An ubiquitous portrait of the former British Prime Minister Sir Winston Churchill by the Canadian-Armenian photographer Yousuf Karsh was stolen from the Chateau Laurier hotel in Ottawa, Canada, and replaced with a copy. Staff noticed that the frame of the replica did not match the frames of 14 other photographs by Karsh that are displayed in the hotel’s reading lounge.
Karsh captured the image, titled Roaring Lion, on 30 December 1941, shortly after the Churchill had delivered a rousing speech rallying the Allied forces against the threat of Nazism at Ottawa’s Parliament Hill. Churchill’s famous pugnacious expression—achieved when the photographer removed his cigar—is one of the portrait’s great strengths.
Upon investigation, in collaboration with the Karsh estate, hotel staff confirmed that the photograph had been stolen. An analysis of images submitted by members of the public suggests that the theft took place between 25 December 2021 and 6 January 2022.
The hotel has temporarily removed the remaining photographs in the reading lounge as a precautionary measure, and is calling for anyone with information to share it with local authorities. Its general manager, Genevieve Dumas, said in a radio interview this week that she believes the theft was a “professional job”, and that special tools would have been required to remove the frame.
She added: “These pictures are securely anchored with a mechanism, and they’re bolted with a security lock in the wall. So there are four of those security locks, which back then in 1998 when they were installed, it was probably the most sophisticated tool.”
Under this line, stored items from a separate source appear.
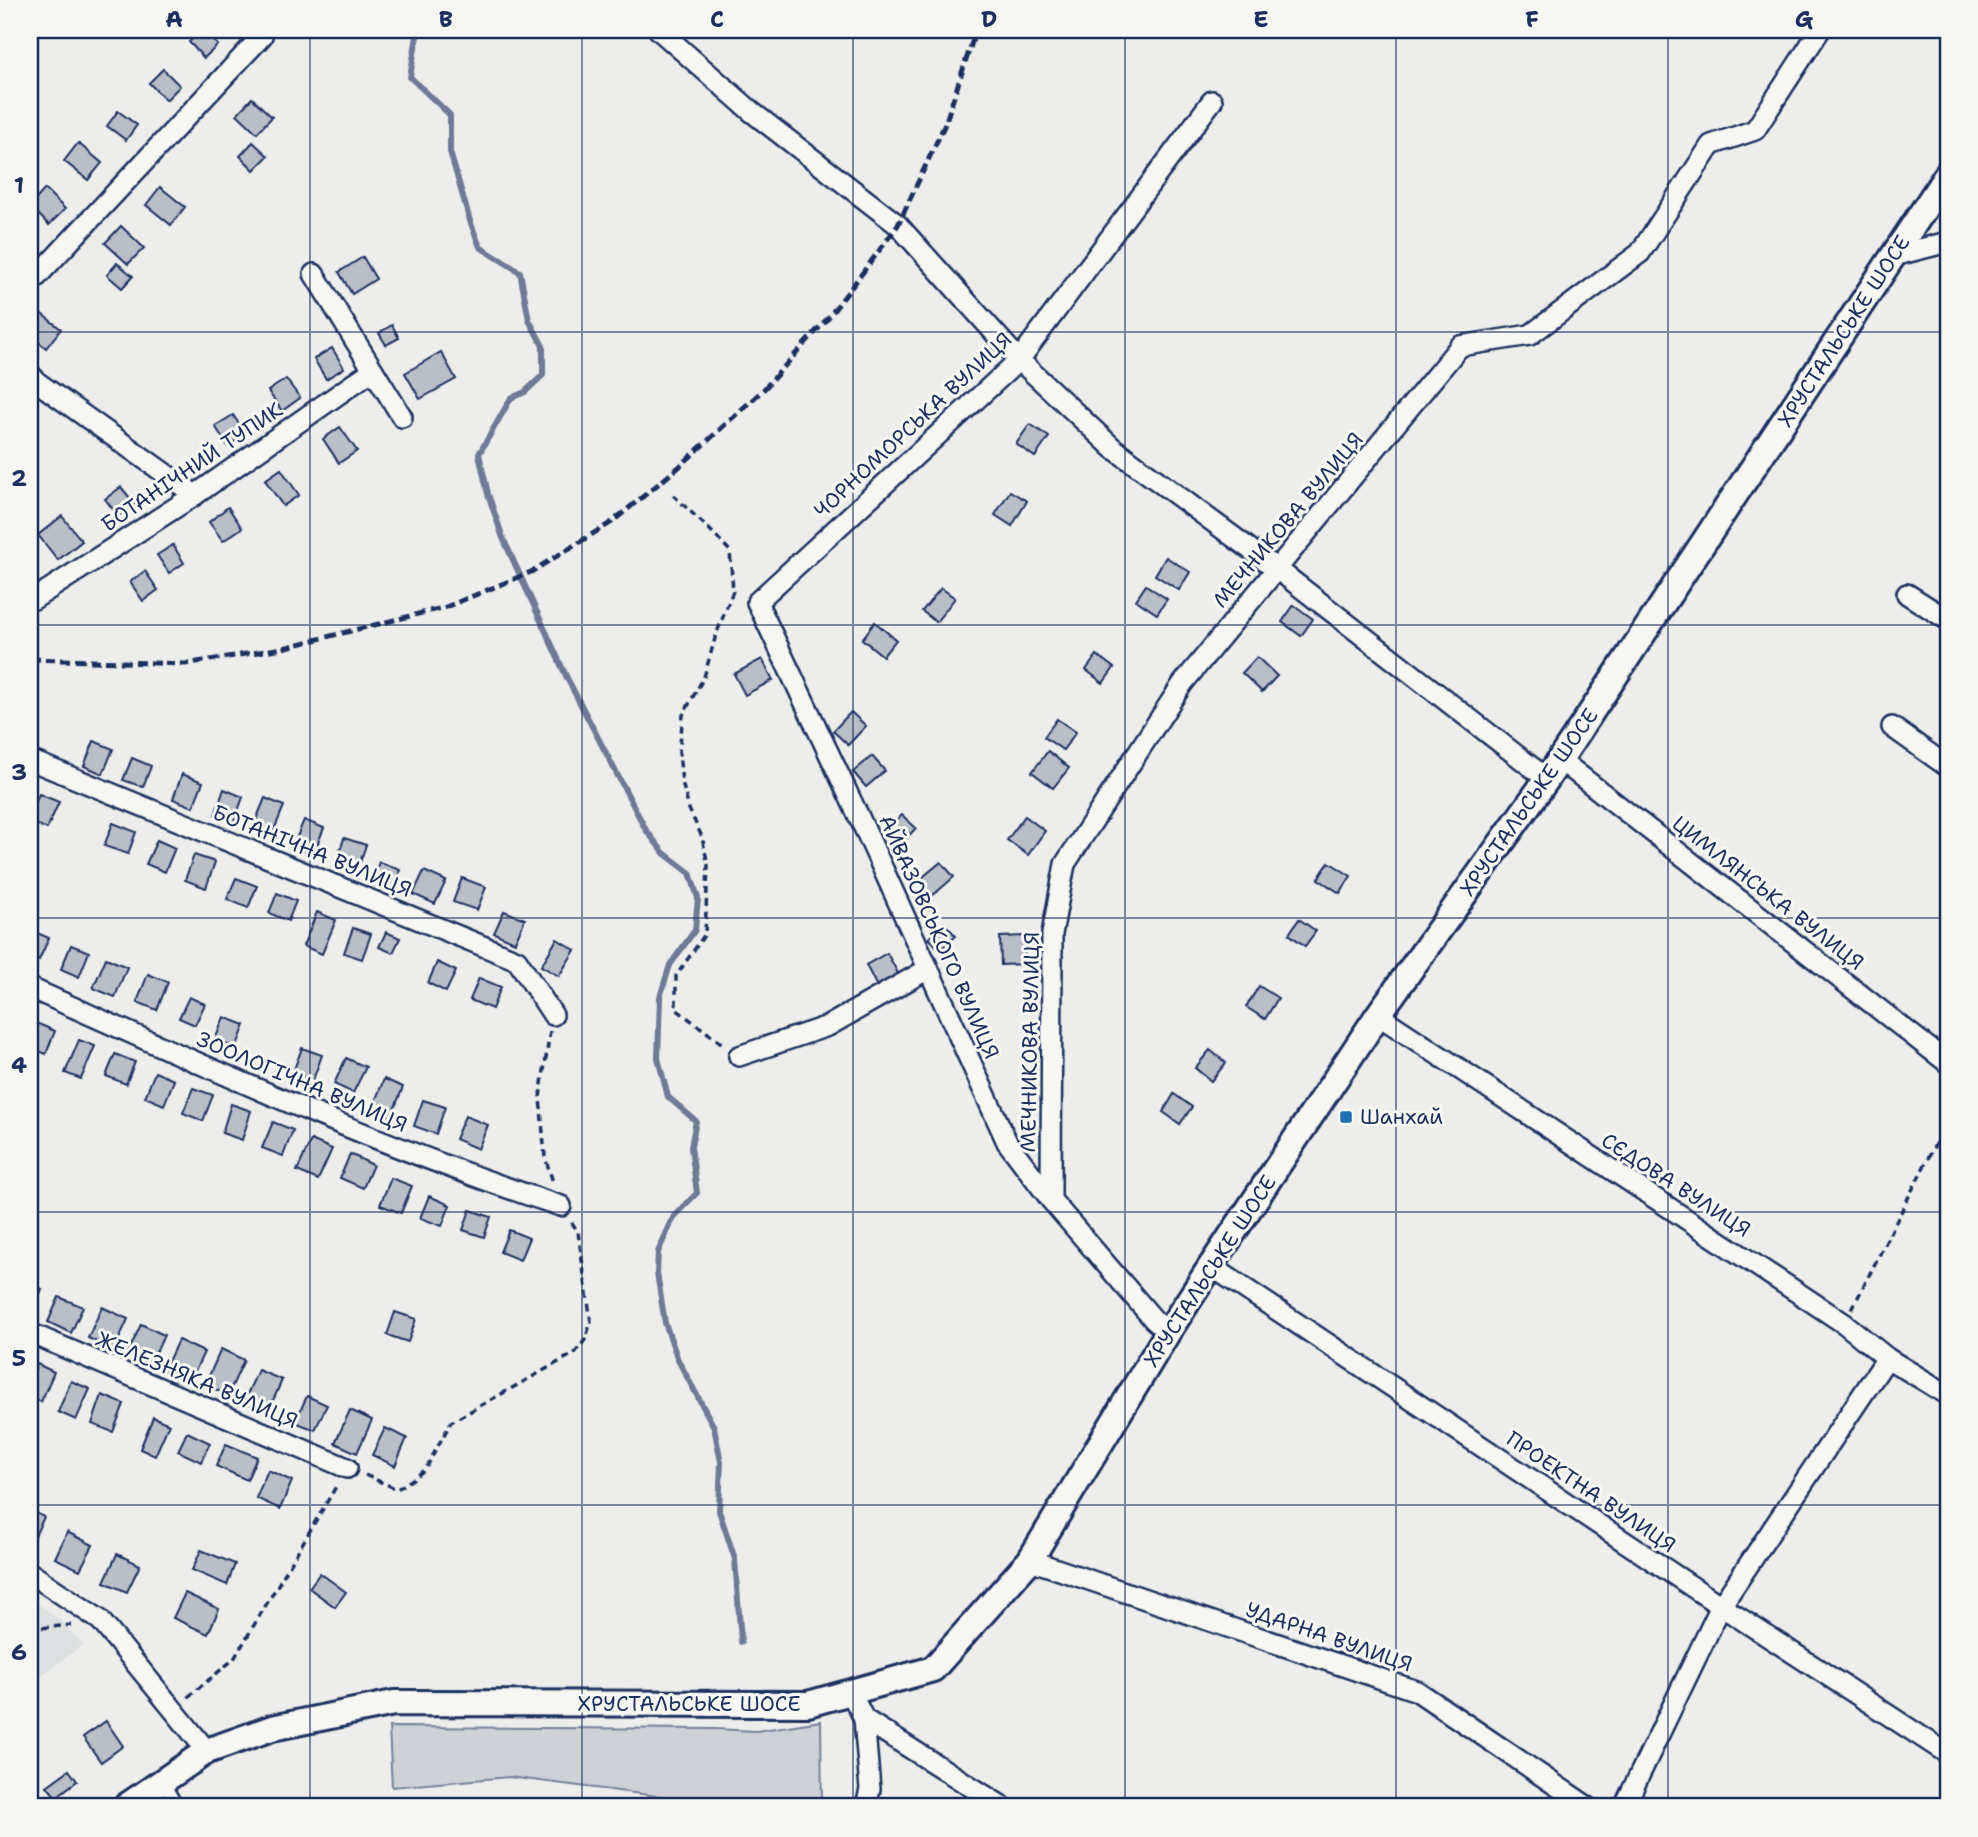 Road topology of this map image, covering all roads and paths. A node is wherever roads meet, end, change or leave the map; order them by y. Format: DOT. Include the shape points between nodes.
graph roads {
  1 [pos="659,30"];
  2 [pos="1820,30"];
  3 [pos="262,36"];
  4 [pos="1212,101"];
  5 [pos="1948,173"];
  6 [pos="1948,242"];
  7 [pos="1893,256"];
  8 [pos="314,274"];
  9 [pos="30,284"];
  10 [pos="1019,360"];
  11 [pos="373,370"];
  12 [pos="30,374"];
  13 [pos="402,417"];
  14 [pos="195,495"];
  15 [pos="673,495"];
  16 [pos="1278,569"];
  17 [pos="1907,594"];
  18 [pos="34,599"];
  19 [pos="757,602"];
  20 [pos="1948,620"];
  21 [pos="1892,727"];
  22 [pos="30,760"];
  23 [pos="1948,767"];
  24 [pos="1553,769"];
  25 [pos="928,969"];
  26 [pos="30,988"];
  27 [pos="552,1015"];
  28 [pos="1378,1015"];
  29 [pos="739,1056"];
  30 [pos="1948,1062"];
  31 [pos="1948,1119"];
  32 [pos="1051,1200"];
  33 [pos="561,1206"];
  34 [pos="1211,1266"];
  35 [pos="1845,1324"];
  36 [pos="1168,1332"];
  37 [pos="30,1334"];
  38 [pos="1887,1357"];
  39 [pos="1948,1395"];
  40 [pos="347,1468"];
  41 [pos="1030,1560"];
  42 [pos="30,1573"];
  43 [pos="1721,1606"];
  44 [pos="851,1693"];
  45 [pos="173,1710"];
  46 [pos="864,1719"];
  47 [pos="207,1751"];
  48 [pos="1948,1754"];
  49 [pos="163,1781"];
  50 [pos="125,1807"];
  51 [pos="178,1807"];
  52 [pos="866,1807"];
  53 [pos="1003,1807"];
  54 [pos="1588,1807"];
  55 [pos="1623,1807"];
  1 -- 10 [label="street, ЦИМЛЯНСЬКА ВУЛИЦЯ" via="752,113 898,225"];
  2 -- 16 [label="street, МЕЧНИКОВА ВУЛИЦЯ" via="1755,130 1711,145 1640,253 1530,335 1461,346"];
  3 -- 9 [label="street"];
  4 -- 10 [label="street, ЧОРНОМОРСЬКА ВУЛИЦЯ"];
  5 -- 7 [label="street, ХРУСТАЛЬСЬКЕ ШОСЕ"];
  6 -- 7 [label="street"];
  7 -- 24 [label="street, ХРУСТАЛЬСЬКЕ ШОСЕ"];
  8 -- 11 [label="street"];
  10 -- 16 [label="street, ЦИМЛЯНСЬКА ВУЛИЦЯ" via="1113,448"];
  10 -- 19 [label="street, ЧОРНОМОРСЬКА ВУЛИЦЯ"];
  11 -- 13 [label="street"];
  11 -- 14 [label="street, БОТАНІЧНИЙ ТУПИК"];
  12 -- 14 [label="street"];
  14 -- 18 [label="street, БОТАНІЧНИЙ ТУПИК"];
  15 -- 29 [label="path" via="730,551 733,591 704,677 683,715 682,782 708,865 705,933 676,976 676,1009"];
  16 -- 24 [label="street, ЦИМЛЯНСЬКА ВУЛИЦЯ"];
  16 -- 32 [label="street, МЕЧНИКОВА ВУЛИЦЯ" via="1183,682 1065,864 1052,934"];
  17 -- 20 [label="street"];
  19 -- 25 [label="street, АЙВАЗОВСЬКОГО ВУЛИЦЯ"];
  21 -- 23 [label="street"];
  22 -- 27 [label="street, БОТАНІЧНА ВУЛИЦЯ" via="517,960"];
  24 -- 28 [label="street, ХРУСТАЛЬСЬКЕ ШОСЕ"];
  24 -- 30 [label="street, ЦИМЛЯНСЬКА ВУЛИЦЯ"];
  25 -- 29 [label="street" via="828,1026"];
  25 -- 32 [label="street, АЙВАЗОВСЬКОГО ВУЛИЦЯ" via="1007,1142"];
  26 -- 33 [label="street, ЗООЛОГІЧНА ВУЛИЦЯ" via="293,1106"];
  27 -- 33 [label="path" via="540,1097 545,1157"];
  28 -- 34 [label="street, ХРУСТАЛЬСЬКЕ ШОСЕ"];
  28 -- 35 [label="street, СЄДОВА ВУЛИЦЯ"];
  31 -- 35 [label="path"];
  32 -- 36 [label="street, АЙВАЗОВСЬКОГО ВУЛИЦЯ"];
  33 -- 40 [label="path" via="579,1233 591,1322 576,1353 452,1422 426,1468 397,1489"];
  34 -- 36 [label="street, ХРУСТАЛЬСЬКЕ ШОСЕ"];
  34 -- 43 [label="street, ПРОЕКТНА ВУЛИЦЯ"];
  35 -- 38 [label="street, СЄДОВА ВУЛИЦЯ"];
  36 -- 41 [label="street, ХРУСТАЛЬСЬКЕ ШОСЕ"];
  37 -- 40 [label="street, ЖЕЛЕЗНЯКА ВУЛИЦЯ"];
  38 -- 39 [label="street, СЄДОВА ВУЛИЦЯ"];
  38 -- 43 [label="street"];
  40 -- 45 [label="path" via="234,1659"];
  41 -- 44 [label="street, ХРУСТАЛЬСЬКЕ ШОСЕ" via="933,1669"];
  41 -- 54 [label="street, УДАРНА ВУЛИЦЯ" via="1417,1691"];
  42 -- 45 [label="street" via="100,1620"];
  43 -- 48 [label="street, ПРОЕКТНА ВУЛИЦЯ"];
  43 -- 55 [label="street"];
  44 -- 46 [label="street"];
  44 -- 47 [label="street, ХРУСТАЛЬСЬКЕ ШОСЕ" via="808,1704 394,1703 272,1728"];
  45 -- 47 [label="street"];
  46 -- 52 [label="street" via="870,1789"];
  46 -- 53 [label="street"];
  47 -- 49 [label="street, ХРУСТАЛЬСЬКЕ ШОСЕ"];
  49 -- 50 [label="street, ХРУСТАЛЬСЬКЕ ШОСЕ"];
  49 -- 51 [label="lane"];
}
Robert Wittman, a former Federal Bureau of Investigation special agentwho helped create its Art Crime Team, also told a television show this week that the theft was likely an “inside job”. The photograph may have been sold on the black market, in which case it will resurface in due time.
For over two decades, Karsh lived and kept a studio at the Chateau Laurier, which was famously both a hotel and a political hotspot. Throughout his career, Karsh, whose family fled the Armenian genocide, photographed subjects including Martin Luther King Jr., Albert Einstein, Ernest Hemingway and Queen Elizabeth II. His negatives were given to the Library and Archives Canada in the 1990s and no prints of his work have been allowed since then.